In my opinion it was a ‘kick the can down the road’ idea that they thought could be overcome later, a stalling tactic. The Administration never intended for it to go into effect.
Congress is now in a position, as you say a couple years later, where they have already made tax concessions and are unwilling to make more with the 2014 elections approaching.
So whatever the original strategy was, it isn’t working now and Obama owns this as his.
The members of the House are going to be taking care of their own interests and focusing on the midterms in 2014. At this point the individual elections become local.
So here’s the deal, some of the potential profit does already go to vendors who operate in the park. They pay fees to the government to do so, but obviously are turning a profit on top of that. So you could take away those contracts, but then you need to pay the employees to run it.
Another part of the deal is that the Park Service is there to protect and maintain the resources not just open them to the public. So when, for example, the Washington Monument gets damaged in an earthquake, the money needs to be found to fix it. Or people who are repairing storm damage to the beaches around NYC, even though no one is using those beaches right now.
So just jack up the fees you say. Well not so simple. In fact I just got back from a trip to Washington DC, and guess what - most of those places don’t charge fees. Lots of park’s don’t. It is kind of an interesting question: just how much is a visit to the Lincoln Memorial worth to you? Or just to know it is there, and being maintained as part of the greater good?
And now the final ugly truth - things like National Parks, and museums, and our old favorite whipping boy Public Television don’t really ever turn a profit. Now, if you want to argue that the U.S. Government should be paying for those sorts of things, that the Grand Canyon is a luxury, go right ahead. But I can tell you with no fear of contradiction that there is no way to run them for a profit. Not if you actually want them to be the crown jewels of America - the whole reason they were made into National Parks in the first place
Rather have a President who has a bad idea and turns against it than one who follows through to the bitter end. Not that I can think of any recent examples.
And just so you don’t think I am completely making this stuff up about how you can’t run a National Park at a profit, let us take a look at what fees could look like in such a case. Let me introduce you to Old Sturbridge Village - a 200 acre recreation of an 1830s New England village. Now mind you, while a lot of the buildings are old, they were brought there from elsewhere. And not to be unkind, but nothing of importance ever took place there. Kinda cool though if you dig that kind of thing.
Anyway, right now it costs adults $24 a day to go there (you can go a second day on the same pass).
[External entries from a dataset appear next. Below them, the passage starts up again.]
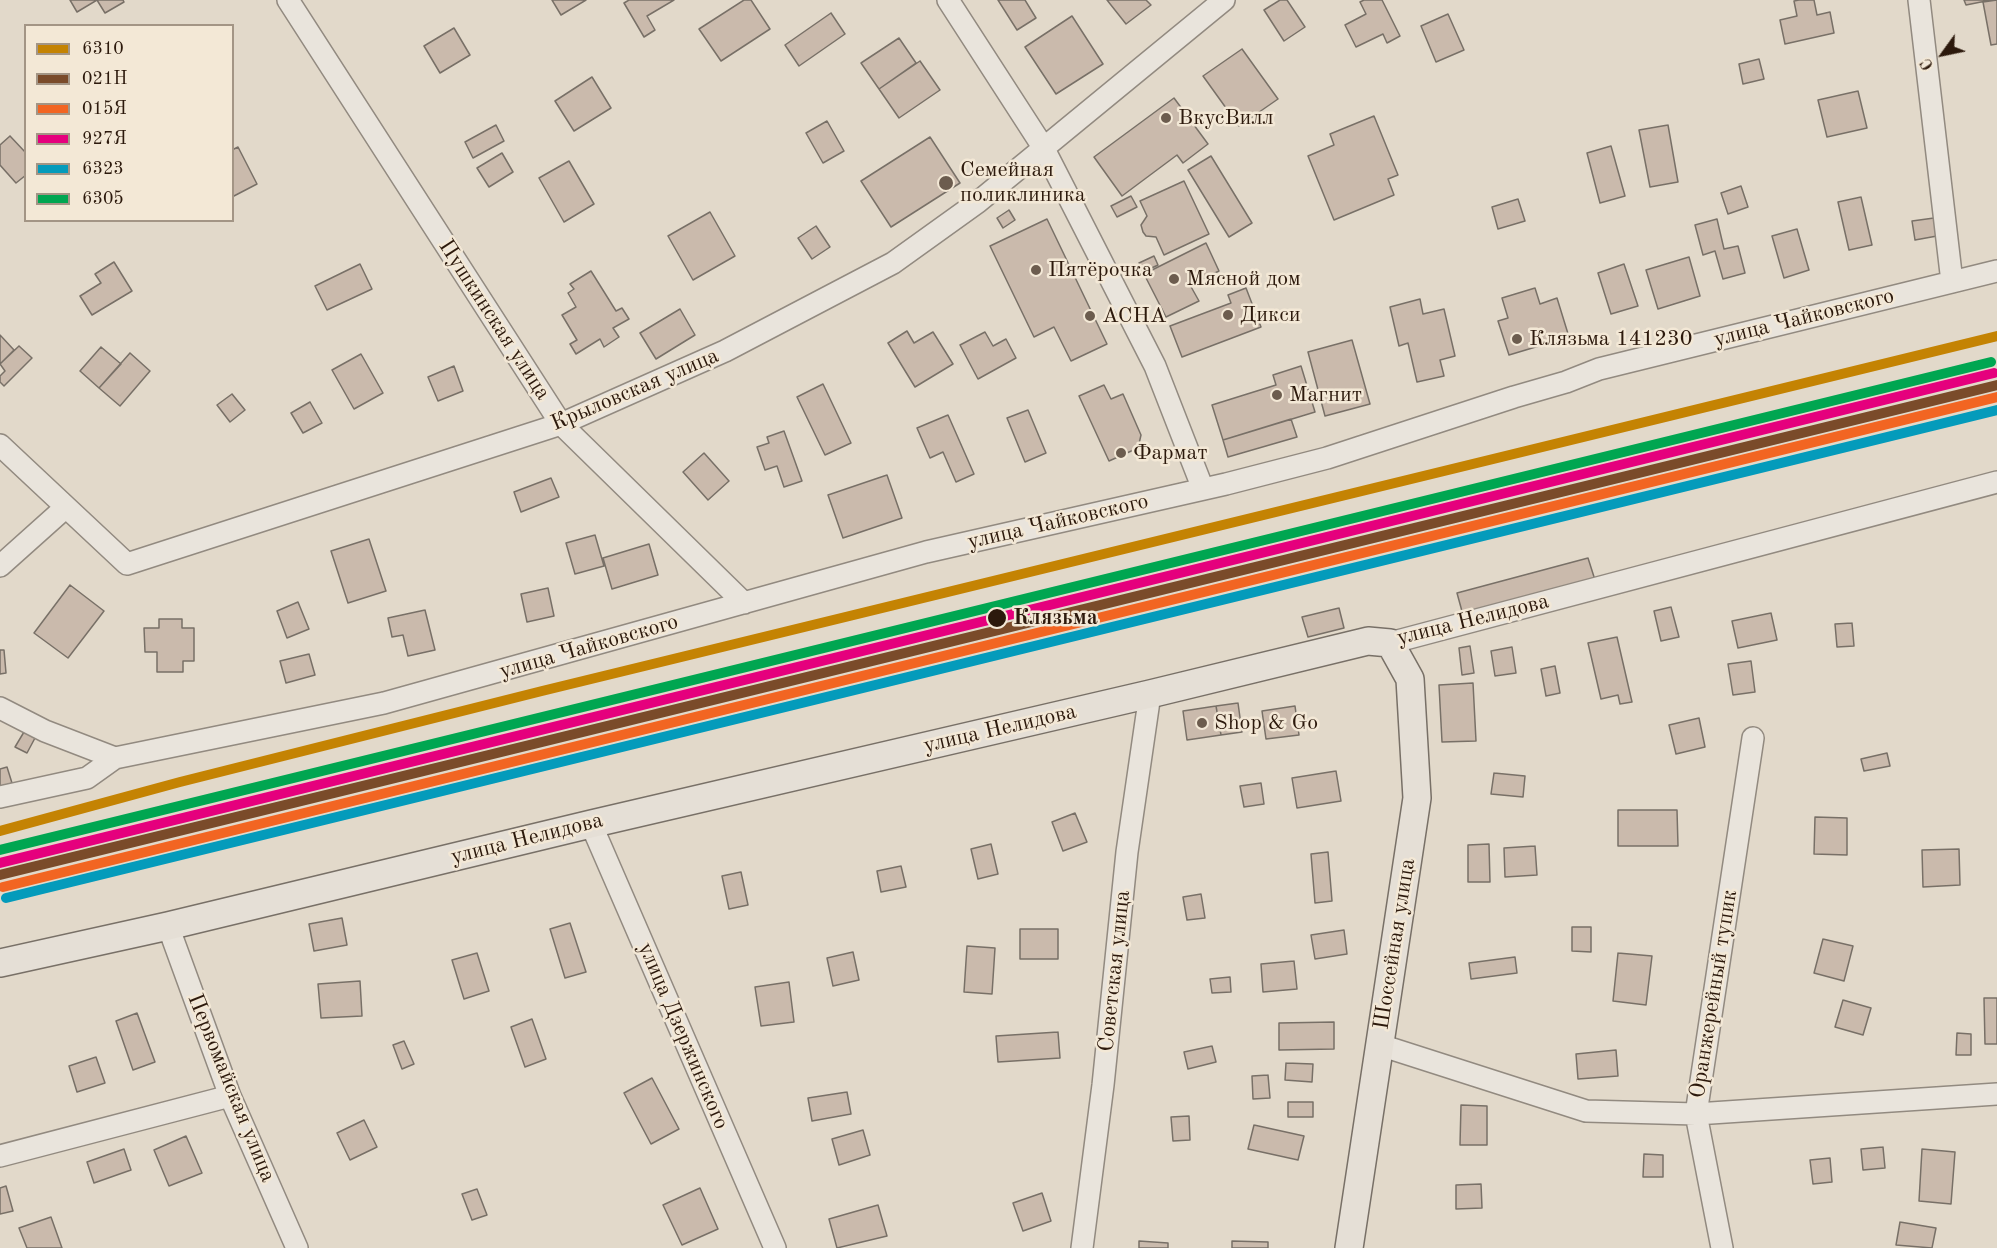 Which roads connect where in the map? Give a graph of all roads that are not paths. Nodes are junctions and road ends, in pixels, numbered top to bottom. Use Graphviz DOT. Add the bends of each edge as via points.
graph roads {
  1 [pos="288,0"];
  2 [pos="948,0"];
  3 [pos="1224,0"];
  4 [pos="1919,0"];
  5 [pos="1044,147"];
  6 [pos="1997,271"];
  7 [pos="1952,282"];
  8 [pos="561,424"];
  9 [pos="0,446"];
  10 [pos="1997,482"];
  11 [pos="1203,489"];
  12 [pos="66,507"];
  13 [pos="0,566"];
  14 [pos="744,603"];
  15 [pos="1390,643"];
  16 [pos="1150,694"];
  17 [pos="0,708"];
  18 [pos="1754,738"];
  19 [pos="115,758"];
  20 [pos="0,797"];
  21 [pos="591,824"];
  22 [pos="168,926"];
  23 [pos="0,963"];
  24 [pos="1380,1045"];
  25 [pos="1997,1094"];
  26 [pos="230,1096"];
  27 [pos="1696,1114"];
  28 [pos="0,1156"];
  29 [pos="297,1248"];
  30 [pos="775,1248"];
  31 [pos="1082,1248"];
  32 [pos="1349,1248"];
  33 [pos="1722,1248"];
  1 -- 8 [label="street, Пушкинская улица"];
  2 -- 5 [label="street"];
  3 -- 5 [label="street, Крыловская улица"];
  4 -- 7 [label="street"];
  5 -- 8 [label="street, Крыловская улица" via="978,202 892,263 725,351"];
  5 -- 11 [label="street" via="1155,366"];
  6 -- 7 [label="street, улица Чайковского"];
  7 -- 11 [label="street, улица Чайковского" via="1599,369 1327,458"];
  8 -- 12 [label="street, Крыловская улица" via="127,564"];
  8 -- 14 [label="street, Пушкинская улица"];
  9 -- 12 [label="street, Крыловская улица"];
  10 -- 15 [label="street, улица Нелидова"];
  11 -- 14 [label="street, улица Чайковского" via="926,552"];
  12 -- 13 [label="street"];
  14 -- 19 [label="street, улица Чайковского" via="384,704"];
  15 -- 16 [label="main road, улица Нелидова" via="1368,641"];
  15 -- 24 [label="main road, Шоссейная улица" via="1410,679 1417,798"];
  16 -- 21 [label="main road, улица Нелидова"];
  16 -- 31 [label="street, Советская улица" via="1127,852"];
  17 -- 19 [label="street" via="45,731"];
  18 -- 27 [label="street, Оранжерейный тупик"];
  19 -- 20 [label="street" via="87,778"];
  21 -- 22 [label="main road, улица Нелидова"];
  21 -- 30 [label="street, улица Дзержинского"];
  22 -- 23 [label="main road, улица Нелидова"];
  22 -- 26 [label="street, Первомайская улица"];
  24 -- 27 [label="street" via="1586,1111"];
  24 -- 32 [label="main road, Шоссейная улица"];
  25 -- 27 [label="street"];
  26 -- 28 [label="street"];
  26 -- 29 [label="street, Первомайская улица"];
  27 -- 33 [label="street, Оранжерейный тупик"];
}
The price had been lower, but as attendance went down over the past decade, the raised the rate to make more money. But fewer people went, so they raised the rate again - and you can probably see where this is going. They also charge additional fees for certain activities - kind of what you are describing.
I have attached a link to an issue of their magazine that shows the past two year’s financials. Look for the full story, but in short, last year their total income was $7.7 mil and change. Expenses were $6.8 mil and change.
Well, you say, that proves my point. But (you knew there was a but coming) $3.4 million of the income was from gifts, grants, and bequests - the kinds of things for profiteers don’t usually get. Admissions were only $1.8 million. So, with no other changes, a for profit would almost have to triple the current admission price to make up the difference.
Nobody is going to pay $72 for an admission into Sturbridge. And the same would be true if someone were to charge the fees needed to run our National Parks.
I have no problem with these stipulations in any contract with a private entity. You can operate Antietam Battlefield, but you can’t open a casino in the Cornfield with themed slot machines. You can’t operate the Grand Canyon with brothels at certain points.
That limits the profit but preserves the historical relevance/natural beauty.